Here are some quick guidelines on how you'll be asked to handle materials in the archives. More information will be provided for you at your appointment.
Only pencils (or a computer!) can be used for note-taking in the archives. No pens, markers, etc.
No food or drink in the general vicinity of archives material.
Please wash your hands before handling materials, and avoid applying any lotion or moisturizer right before your appointment, if possible.
Only use one box and one folder at a time, to avoid getting materials mixed up!
Handle all items gently and use any supports given to you by the Archivist.
You may be asked to wear gloves when using material that is susceptible to damage.
Avoid "flipping" through books or pages - old paper can be very brittle & will break if handled roughly.
Rules of Thumb for Care
Avoid adhesives and fasteners! Tape and glue can degrade paper and photographs and cause damage when removed.

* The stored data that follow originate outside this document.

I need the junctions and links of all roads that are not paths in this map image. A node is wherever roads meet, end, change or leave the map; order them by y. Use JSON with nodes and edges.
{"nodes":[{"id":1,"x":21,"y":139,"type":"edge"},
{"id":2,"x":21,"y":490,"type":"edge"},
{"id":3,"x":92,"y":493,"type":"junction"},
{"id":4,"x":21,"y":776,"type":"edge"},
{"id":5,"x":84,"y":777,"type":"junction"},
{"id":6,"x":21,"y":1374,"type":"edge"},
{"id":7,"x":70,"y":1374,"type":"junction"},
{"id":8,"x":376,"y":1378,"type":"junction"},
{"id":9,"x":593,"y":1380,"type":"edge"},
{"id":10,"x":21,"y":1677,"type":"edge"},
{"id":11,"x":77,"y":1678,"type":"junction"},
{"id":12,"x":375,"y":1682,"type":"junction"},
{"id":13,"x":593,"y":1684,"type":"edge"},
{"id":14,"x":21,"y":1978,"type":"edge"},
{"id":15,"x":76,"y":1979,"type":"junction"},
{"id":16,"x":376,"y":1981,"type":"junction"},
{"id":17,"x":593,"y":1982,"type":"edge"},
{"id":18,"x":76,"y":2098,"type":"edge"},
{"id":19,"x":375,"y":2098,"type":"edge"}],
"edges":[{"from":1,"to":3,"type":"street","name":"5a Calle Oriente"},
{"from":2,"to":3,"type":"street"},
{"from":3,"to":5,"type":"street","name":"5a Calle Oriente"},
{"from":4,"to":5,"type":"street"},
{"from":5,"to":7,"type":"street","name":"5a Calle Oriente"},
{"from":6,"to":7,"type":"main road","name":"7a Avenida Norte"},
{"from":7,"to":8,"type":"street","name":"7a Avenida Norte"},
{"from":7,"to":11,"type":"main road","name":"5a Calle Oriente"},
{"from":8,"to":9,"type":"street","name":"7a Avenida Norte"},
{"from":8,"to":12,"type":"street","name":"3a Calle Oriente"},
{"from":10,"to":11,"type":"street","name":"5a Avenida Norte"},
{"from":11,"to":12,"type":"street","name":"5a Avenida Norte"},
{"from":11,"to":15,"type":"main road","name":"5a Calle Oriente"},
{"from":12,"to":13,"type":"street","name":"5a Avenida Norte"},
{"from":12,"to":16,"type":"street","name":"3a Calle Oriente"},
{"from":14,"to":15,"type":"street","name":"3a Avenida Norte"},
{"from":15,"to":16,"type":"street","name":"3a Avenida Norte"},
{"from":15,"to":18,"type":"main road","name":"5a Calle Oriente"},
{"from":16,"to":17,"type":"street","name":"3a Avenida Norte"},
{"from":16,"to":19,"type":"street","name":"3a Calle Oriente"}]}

Fasteners like staples and paper clips also cause damage, and can create rust and corrosion on your items.
Select appropriate storage. For long-term storage, try to find paper or plastic enclosures that are designated "acid-free". Do not expose items to unecessary light. Also try to keep items in places that do not experience temperature or humidity extremes.
Consider professional services for complicated formatting conversions or significant repairs to damage. Other tasks, like scanning, creating records, and repairing minor damage can be done at home if you find good resources to help you learn.
Demonstration of Handling Practices
This video from the Folger Library introduces you to the proper handling of material commonly found in archives. It also shows off some of the equipment archivists use to help keep material safe like book supports, weights, plastic sleeves, and the ubiquitous white gloves!
Caring for your Personal or Family Archives
There are some amazing free resources on the web dedicated to helping you preserve your personal collections or family archives. Here are just a few, with a description of their focus. If you have additional preservation questions, contact the Archives and we will try to answer them as we are able.
The Northeastern Document Conservation Center has a wealth of free resources, but this guide to caring for personal and family collections is a particularly good primer. It focuses on the appropriate environment (temperature, humidity) and the enclosures and fasteners that are best for older items.
The brilliant staff at the Smithsonian answer some basic FAQs about things like scanning photographs, converting old film and audio formats, and even basic web archiving tasks like preserving social media profiles.
The Library of Congress provides interactive modules, videos and more to help you understand digital archiving. Has a helpful discussion of the differences between converting a physical item and preserving a "born-digital" item.